■ **What the exercise asks**: Say how many lines of these entries include the word "Lillebys", and answer with the number alone.

■ **Supplied information**:

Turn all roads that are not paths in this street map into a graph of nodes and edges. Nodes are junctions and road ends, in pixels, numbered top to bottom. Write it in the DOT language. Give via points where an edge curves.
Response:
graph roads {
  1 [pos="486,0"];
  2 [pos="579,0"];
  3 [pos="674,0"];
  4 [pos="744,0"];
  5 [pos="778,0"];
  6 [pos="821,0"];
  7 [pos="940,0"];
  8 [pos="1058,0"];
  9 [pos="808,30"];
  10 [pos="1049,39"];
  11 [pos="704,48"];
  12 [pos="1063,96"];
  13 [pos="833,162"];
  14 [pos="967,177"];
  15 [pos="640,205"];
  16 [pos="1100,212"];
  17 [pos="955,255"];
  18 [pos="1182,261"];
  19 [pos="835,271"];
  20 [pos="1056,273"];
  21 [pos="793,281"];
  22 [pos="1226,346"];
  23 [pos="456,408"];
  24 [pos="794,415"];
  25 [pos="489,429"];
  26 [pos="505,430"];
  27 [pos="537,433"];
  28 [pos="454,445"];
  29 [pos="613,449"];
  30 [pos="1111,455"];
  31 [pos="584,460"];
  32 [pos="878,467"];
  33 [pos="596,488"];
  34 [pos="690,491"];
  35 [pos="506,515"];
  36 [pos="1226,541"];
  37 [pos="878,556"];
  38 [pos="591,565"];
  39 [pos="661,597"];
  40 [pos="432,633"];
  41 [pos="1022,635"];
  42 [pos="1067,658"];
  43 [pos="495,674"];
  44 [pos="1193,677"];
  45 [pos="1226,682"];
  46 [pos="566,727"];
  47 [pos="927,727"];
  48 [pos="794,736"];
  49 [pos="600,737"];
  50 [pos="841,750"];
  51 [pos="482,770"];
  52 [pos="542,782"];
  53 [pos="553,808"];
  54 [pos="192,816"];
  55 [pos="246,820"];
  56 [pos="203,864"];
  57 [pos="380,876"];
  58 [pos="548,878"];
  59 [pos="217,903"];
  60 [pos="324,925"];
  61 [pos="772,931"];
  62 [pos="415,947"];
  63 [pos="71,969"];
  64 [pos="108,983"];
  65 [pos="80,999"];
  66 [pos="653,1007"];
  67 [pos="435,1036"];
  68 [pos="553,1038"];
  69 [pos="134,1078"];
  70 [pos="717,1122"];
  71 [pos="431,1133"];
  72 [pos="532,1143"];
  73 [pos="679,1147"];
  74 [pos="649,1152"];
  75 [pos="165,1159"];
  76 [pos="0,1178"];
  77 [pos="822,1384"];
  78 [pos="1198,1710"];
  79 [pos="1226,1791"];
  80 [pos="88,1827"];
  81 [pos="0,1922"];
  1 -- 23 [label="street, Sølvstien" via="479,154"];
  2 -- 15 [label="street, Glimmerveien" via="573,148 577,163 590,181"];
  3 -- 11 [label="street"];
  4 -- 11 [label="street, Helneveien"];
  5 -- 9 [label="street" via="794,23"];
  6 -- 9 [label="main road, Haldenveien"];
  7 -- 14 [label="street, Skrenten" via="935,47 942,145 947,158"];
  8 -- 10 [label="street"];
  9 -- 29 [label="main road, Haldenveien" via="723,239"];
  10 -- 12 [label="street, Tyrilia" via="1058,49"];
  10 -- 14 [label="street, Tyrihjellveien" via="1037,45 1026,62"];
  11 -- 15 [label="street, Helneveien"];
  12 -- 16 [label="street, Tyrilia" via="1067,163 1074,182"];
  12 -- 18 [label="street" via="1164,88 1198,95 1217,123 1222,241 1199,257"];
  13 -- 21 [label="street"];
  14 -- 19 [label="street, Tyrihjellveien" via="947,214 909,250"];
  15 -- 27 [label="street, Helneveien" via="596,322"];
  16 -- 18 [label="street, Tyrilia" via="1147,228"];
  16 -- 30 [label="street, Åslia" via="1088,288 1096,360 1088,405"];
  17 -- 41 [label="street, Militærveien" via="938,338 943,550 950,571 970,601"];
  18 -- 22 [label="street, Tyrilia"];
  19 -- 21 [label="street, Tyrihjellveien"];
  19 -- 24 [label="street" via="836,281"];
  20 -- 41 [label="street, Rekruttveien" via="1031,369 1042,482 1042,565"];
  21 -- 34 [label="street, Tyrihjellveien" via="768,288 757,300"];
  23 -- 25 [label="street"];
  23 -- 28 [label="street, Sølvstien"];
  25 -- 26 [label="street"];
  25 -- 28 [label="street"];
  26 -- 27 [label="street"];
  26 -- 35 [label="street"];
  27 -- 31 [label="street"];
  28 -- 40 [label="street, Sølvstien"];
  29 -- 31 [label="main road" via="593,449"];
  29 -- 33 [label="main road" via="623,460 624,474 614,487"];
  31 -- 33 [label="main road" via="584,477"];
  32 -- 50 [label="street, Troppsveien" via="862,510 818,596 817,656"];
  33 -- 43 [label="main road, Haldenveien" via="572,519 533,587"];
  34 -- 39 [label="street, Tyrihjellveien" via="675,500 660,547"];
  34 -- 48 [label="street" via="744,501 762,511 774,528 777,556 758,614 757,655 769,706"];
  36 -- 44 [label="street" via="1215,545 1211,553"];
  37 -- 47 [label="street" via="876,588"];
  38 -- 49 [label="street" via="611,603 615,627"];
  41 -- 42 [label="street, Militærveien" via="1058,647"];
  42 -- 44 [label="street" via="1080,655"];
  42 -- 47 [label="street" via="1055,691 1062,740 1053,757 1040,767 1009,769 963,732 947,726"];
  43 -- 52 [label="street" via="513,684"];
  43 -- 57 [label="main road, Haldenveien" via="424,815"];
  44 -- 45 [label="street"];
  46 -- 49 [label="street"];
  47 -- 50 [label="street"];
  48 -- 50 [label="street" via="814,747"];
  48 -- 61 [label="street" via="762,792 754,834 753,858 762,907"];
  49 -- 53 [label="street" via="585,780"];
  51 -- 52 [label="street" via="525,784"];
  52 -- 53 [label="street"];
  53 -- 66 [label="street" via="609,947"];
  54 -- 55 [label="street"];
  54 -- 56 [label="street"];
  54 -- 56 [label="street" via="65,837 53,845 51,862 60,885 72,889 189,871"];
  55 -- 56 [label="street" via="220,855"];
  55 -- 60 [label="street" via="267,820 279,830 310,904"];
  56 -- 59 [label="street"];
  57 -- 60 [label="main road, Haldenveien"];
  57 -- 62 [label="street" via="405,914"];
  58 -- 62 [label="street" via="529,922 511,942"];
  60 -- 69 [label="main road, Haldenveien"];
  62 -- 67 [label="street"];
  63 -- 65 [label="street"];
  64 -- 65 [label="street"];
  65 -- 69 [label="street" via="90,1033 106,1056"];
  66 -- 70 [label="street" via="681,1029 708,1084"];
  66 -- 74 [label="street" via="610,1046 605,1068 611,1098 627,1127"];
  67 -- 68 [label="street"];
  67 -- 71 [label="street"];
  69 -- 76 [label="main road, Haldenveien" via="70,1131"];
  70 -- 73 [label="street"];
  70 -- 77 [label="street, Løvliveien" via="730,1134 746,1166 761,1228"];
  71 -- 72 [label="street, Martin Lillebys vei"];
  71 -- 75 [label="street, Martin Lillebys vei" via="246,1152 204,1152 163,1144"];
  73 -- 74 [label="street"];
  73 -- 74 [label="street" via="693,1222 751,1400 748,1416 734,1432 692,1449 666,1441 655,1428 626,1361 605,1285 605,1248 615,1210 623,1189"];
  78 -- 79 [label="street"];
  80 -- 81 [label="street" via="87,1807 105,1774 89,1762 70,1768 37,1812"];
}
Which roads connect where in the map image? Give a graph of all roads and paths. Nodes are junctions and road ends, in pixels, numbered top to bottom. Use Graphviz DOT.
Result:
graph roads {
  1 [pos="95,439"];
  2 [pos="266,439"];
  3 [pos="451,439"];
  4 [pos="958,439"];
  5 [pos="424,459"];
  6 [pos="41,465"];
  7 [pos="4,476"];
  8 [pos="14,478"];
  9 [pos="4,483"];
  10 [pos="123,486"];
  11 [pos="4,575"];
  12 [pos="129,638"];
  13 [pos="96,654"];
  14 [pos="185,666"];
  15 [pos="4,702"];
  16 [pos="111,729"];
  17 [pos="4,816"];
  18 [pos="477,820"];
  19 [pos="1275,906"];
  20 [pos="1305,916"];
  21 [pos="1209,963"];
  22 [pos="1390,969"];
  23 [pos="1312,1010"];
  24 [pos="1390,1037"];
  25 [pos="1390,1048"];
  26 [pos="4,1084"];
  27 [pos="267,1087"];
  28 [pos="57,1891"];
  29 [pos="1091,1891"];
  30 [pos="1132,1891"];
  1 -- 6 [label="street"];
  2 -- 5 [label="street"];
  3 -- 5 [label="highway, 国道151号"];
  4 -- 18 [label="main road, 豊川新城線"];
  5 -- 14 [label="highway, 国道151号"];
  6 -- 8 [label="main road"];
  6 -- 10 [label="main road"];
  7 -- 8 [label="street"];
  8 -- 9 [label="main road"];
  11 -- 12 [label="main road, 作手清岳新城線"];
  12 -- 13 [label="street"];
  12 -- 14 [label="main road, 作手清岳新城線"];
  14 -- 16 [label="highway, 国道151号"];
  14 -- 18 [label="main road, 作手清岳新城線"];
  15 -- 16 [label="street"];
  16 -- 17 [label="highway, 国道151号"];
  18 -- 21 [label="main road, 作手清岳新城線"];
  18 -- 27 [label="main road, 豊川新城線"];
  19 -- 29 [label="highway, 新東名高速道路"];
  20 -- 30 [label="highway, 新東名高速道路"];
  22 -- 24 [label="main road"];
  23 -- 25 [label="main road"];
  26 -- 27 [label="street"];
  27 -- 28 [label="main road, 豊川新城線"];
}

■ **Solution for this problem**: 2